EXERCISE DETAILS — Across the listing below, how many lines hold "image"? Reply with the number by itself.

PROVIDED INFORMATION —

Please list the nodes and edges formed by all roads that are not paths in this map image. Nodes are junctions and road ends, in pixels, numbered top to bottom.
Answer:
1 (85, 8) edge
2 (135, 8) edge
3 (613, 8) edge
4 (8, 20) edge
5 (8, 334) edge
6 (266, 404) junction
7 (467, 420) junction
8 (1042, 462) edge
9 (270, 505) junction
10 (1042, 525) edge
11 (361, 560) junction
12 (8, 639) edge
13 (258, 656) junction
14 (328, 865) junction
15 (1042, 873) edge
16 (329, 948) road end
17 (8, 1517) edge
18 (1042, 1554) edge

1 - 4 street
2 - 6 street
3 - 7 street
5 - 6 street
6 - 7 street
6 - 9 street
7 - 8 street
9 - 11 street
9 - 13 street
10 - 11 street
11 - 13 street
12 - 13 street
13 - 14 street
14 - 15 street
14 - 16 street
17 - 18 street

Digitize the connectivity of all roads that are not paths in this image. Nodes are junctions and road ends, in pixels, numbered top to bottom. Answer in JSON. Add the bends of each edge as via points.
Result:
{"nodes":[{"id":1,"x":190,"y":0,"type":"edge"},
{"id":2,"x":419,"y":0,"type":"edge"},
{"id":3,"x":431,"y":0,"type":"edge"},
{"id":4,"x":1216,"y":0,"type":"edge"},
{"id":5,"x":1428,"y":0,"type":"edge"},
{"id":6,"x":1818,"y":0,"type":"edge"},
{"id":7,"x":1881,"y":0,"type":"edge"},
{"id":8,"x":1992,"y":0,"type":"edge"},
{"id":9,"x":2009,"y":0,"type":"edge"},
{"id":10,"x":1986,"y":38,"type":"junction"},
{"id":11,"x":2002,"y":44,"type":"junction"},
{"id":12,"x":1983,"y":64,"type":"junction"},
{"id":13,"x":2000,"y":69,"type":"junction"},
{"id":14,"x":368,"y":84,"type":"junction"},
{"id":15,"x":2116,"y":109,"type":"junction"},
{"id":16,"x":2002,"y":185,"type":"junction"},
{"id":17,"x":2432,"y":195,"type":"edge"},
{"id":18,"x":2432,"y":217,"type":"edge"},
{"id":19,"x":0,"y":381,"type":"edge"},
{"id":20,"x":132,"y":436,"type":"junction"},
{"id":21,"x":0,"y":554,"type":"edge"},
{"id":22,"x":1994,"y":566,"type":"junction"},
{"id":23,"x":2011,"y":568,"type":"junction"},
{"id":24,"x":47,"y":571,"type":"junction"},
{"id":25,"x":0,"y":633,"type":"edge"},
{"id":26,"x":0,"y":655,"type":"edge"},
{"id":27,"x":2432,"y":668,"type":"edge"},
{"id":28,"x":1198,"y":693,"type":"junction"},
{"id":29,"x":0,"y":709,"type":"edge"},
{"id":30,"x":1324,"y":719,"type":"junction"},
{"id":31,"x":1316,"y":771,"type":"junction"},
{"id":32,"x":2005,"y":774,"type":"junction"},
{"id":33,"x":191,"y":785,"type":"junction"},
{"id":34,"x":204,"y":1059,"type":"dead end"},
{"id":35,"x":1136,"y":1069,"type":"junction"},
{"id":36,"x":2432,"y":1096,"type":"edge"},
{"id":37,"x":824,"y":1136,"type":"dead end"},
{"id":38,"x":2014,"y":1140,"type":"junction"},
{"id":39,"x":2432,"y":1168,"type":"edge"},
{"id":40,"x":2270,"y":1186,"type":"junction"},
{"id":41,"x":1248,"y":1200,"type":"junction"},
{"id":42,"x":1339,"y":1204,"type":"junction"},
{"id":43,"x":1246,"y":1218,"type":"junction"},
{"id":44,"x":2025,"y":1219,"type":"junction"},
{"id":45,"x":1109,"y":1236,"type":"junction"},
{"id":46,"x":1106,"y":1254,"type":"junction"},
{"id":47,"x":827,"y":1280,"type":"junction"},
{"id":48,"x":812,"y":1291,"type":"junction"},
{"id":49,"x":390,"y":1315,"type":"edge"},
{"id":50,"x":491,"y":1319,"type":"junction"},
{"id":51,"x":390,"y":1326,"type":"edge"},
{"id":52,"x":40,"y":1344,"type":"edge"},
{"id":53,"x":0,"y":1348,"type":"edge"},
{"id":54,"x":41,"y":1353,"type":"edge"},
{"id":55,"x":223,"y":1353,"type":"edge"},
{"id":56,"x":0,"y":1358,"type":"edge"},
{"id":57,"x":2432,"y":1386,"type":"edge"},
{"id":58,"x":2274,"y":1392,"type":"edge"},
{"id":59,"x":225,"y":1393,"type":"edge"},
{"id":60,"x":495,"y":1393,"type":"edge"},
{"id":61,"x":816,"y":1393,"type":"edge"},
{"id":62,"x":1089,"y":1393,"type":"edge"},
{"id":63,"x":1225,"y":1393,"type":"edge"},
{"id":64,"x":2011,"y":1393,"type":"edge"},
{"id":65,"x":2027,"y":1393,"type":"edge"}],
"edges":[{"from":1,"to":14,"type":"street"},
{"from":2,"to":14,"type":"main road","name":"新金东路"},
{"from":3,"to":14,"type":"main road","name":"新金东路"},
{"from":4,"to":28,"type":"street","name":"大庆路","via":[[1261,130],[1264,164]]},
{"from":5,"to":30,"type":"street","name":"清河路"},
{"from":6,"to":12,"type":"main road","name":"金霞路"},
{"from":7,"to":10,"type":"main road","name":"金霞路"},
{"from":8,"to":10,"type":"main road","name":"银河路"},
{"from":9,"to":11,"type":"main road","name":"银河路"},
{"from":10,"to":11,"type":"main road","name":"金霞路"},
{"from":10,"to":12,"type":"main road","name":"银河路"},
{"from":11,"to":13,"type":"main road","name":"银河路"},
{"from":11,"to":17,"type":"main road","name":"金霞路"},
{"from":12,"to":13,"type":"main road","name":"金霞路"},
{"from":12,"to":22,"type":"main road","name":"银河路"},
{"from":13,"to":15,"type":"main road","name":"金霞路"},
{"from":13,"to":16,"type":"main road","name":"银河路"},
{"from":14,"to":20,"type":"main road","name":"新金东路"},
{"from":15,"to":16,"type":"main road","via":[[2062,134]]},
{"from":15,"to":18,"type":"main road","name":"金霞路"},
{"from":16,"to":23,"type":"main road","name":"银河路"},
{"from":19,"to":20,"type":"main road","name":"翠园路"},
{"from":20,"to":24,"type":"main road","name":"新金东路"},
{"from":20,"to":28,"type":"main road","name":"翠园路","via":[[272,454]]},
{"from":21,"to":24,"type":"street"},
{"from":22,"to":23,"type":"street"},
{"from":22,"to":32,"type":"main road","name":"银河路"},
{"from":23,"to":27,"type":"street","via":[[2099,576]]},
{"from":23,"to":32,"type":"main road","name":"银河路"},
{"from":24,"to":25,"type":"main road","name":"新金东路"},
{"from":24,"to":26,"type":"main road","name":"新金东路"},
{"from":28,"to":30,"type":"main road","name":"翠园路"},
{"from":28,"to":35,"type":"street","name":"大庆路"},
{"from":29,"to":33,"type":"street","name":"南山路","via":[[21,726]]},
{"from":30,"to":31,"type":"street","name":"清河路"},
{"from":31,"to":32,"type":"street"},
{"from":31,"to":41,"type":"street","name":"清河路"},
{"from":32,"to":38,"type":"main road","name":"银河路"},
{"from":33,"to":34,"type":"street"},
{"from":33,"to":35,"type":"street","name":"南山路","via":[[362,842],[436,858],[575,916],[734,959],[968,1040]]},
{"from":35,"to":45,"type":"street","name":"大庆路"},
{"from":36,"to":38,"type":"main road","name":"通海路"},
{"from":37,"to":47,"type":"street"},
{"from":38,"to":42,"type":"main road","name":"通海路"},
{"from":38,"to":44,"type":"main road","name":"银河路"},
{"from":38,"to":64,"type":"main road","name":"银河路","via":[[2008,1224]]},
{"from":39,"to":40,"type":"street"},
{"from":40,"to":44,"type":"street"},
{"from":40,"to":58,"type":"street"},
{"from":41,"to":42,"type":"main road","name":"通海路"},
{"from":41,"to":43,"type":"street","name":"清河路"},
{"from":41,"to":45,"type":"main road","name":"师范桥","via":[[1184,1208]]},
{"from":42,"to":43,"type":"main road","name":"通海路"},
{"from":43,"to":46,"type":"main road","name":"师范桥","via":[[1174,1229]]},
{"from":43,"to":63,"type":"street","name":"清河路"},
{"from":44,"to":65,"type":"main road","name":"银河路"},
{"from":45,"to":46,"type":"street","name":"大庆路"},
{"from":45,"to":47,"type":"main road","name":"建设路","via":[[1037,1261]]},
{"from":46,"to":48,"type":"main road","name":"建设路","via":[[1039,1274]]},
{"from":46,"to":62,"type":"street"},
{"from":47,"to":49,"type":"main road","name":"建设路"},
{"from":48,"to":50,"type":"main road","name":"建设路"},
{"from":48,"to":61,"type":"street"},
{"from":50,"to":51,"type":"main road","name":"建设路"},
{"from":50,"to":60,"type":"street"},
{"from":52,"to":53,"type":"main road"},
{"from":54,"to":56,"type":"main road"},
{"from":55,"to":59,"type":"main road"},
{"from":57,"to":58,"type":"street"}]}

ANSWER FOR THIS EXERCISE — 2